If systemic administration of this TLR3-agonistic RNA is carried out and only TLR3 response is reproduced in humans, the importance of TLR3 in the evoking of cellular immune response by RNA can be proved (Galluzzi et al. 2012). Although we have reproduced this theory in mice, a future study is needed in humans (since GMP material is underdeveloped). The reason that old clinical trials of polyI:C were intolerable to patients is thought to be the toxicity by high cytokinemia.

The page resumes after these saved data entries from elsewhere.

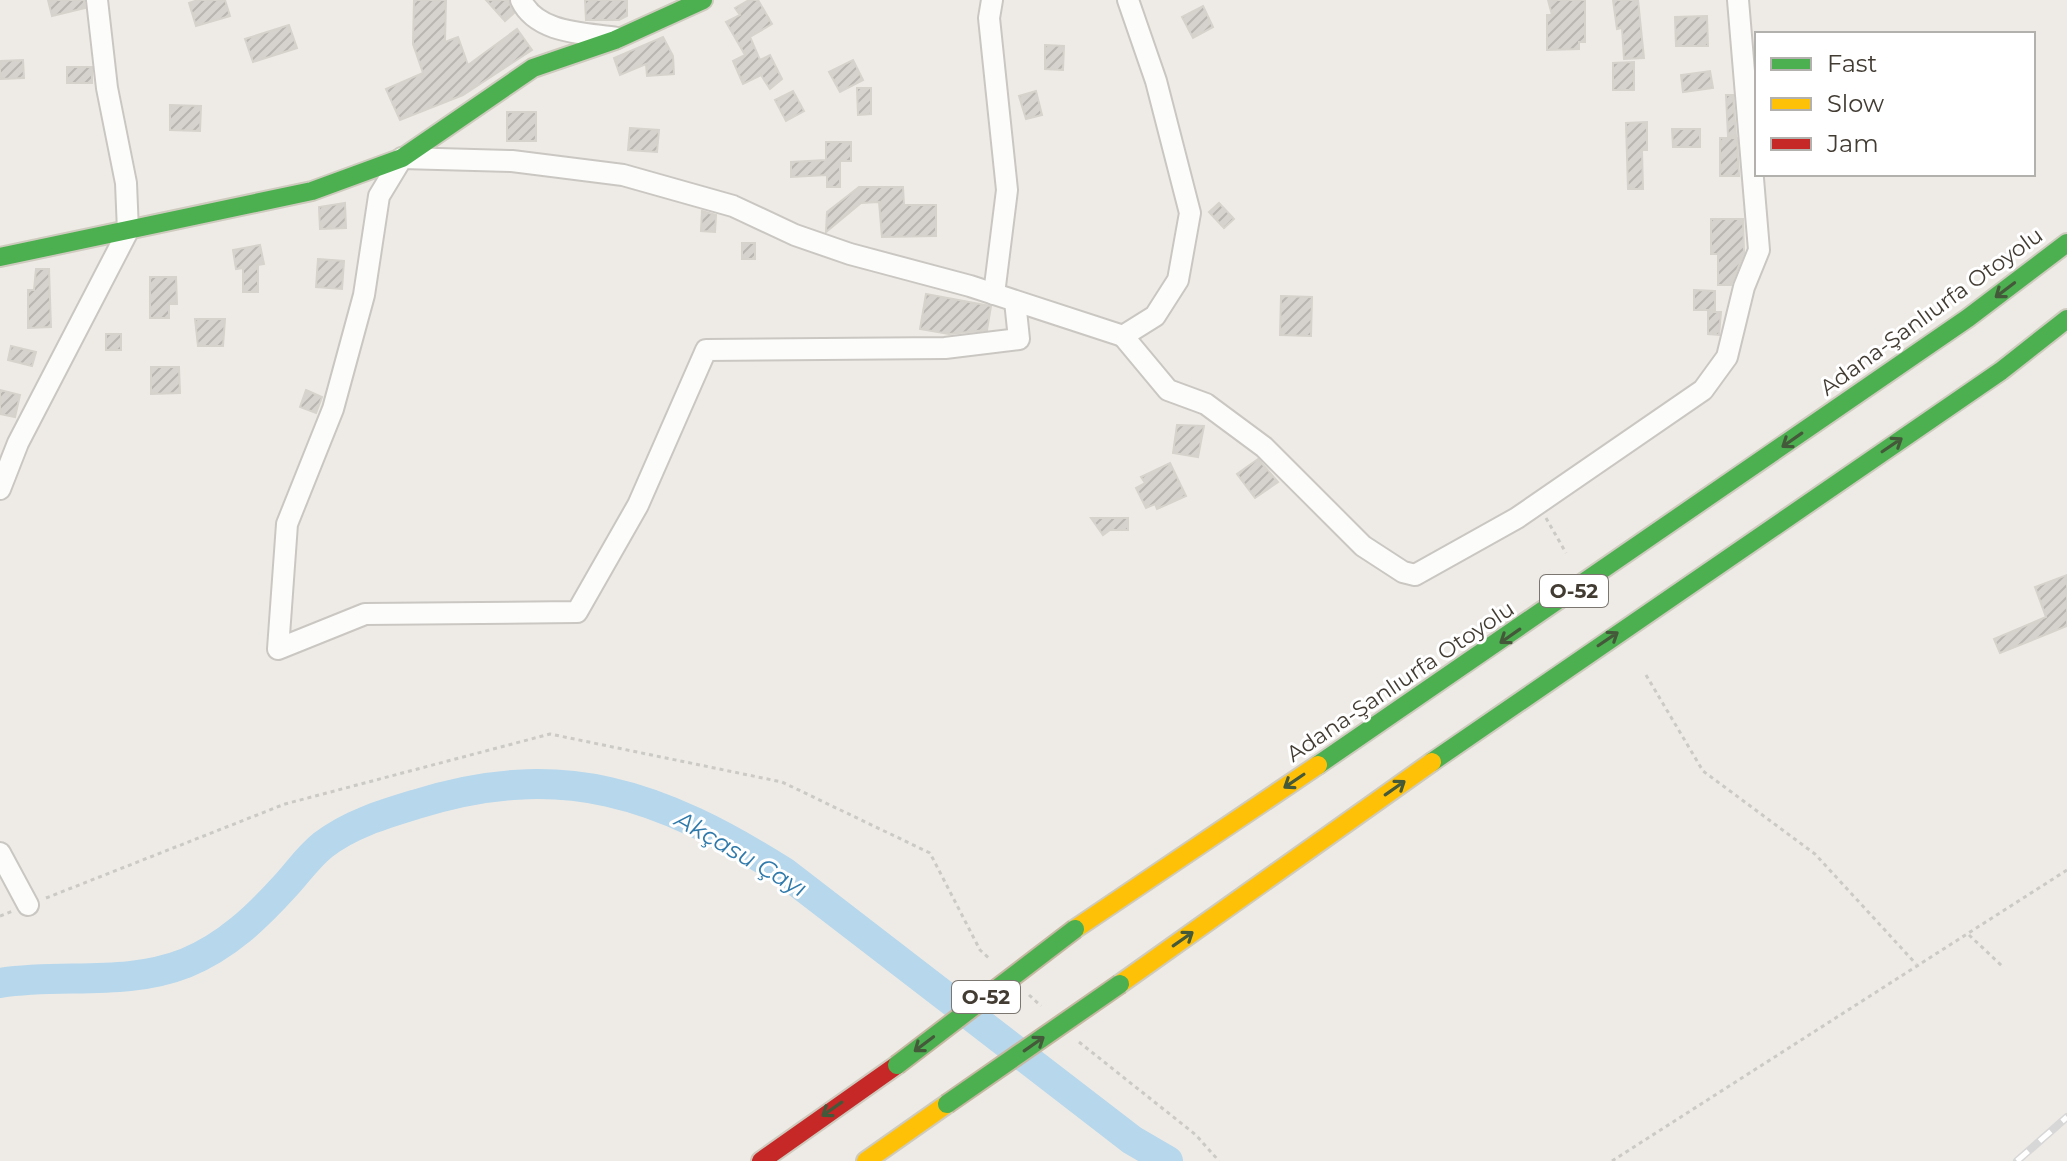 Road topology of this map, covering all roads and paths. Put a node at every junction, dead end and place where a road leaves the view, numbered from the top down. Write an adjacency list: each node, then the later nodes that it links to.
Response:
1 (97, 0): 9 (street)
2 (521, 0): 7 (street)
3 (703, 0): 7 (main road)
4 (992, 0): 12 (street)
5 (1128, 0): 15 (street)
6 (1738, 0): 17 (street)
7 (619, 38): 8 (main road)
8 (402, 158): 9 (main road); 12 (street); 13 (street)
9 (128, 231): 11 (main road); 16 (street)
10 (2067, 243): 31 (main road, Adana-Şanlıurfa Otoyolu / O-52, one-way to 31, bridge)
11 (0, 257)
12 (994, 294): 13 (street)
13 (1015, 301): 15 (street)
14 (2067, 319): 32 (main road, O-52, one-way to 14, bridge)
15 (1123, 336): 17 (street)
16 (0, 489)
17 (1538, 504): 18 (path)
18 (1566, 553)
19 (1646, 675): 26 (path)
20 (0, 853): 22 (street)
21 (2067, 870): 24 (path)
22 (28, 905): 23 (path); 25 (path)
23 (0, 916)
24 (1969, 935): 26 (path); 27 (path)
25 (991, 960)
26 (1916, 964): 34 (path)
27 (2002, 966)
28 (1025, 991): 29 (path)
29 (1047, 1012)
30 (1070, 1033): 33 (path)
31 (761, 1161)
32 (866, 1161)
33 (1219, 1161)
34 (1612, 1161)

Since TLR3 is expressed only in myeloid and epithelial cells (Matsumoto et al. 2003), TLR3 barely causes systemic IFN induction like RIG-I/MDA5. The lessons from the nature of such TLR3 agonists may enable us to develop a new therapeutics involving NK/CTL inducers with few side effects for humans (Fig. 18.3). That is, the cellular immune effecters can be induced by a synthetic RNA in vivo, independent of cytokinemia (Matsumoto et al. 2015). Anti-tumor immunotherapy will be attained by extensive administration of this TLR3 agonist.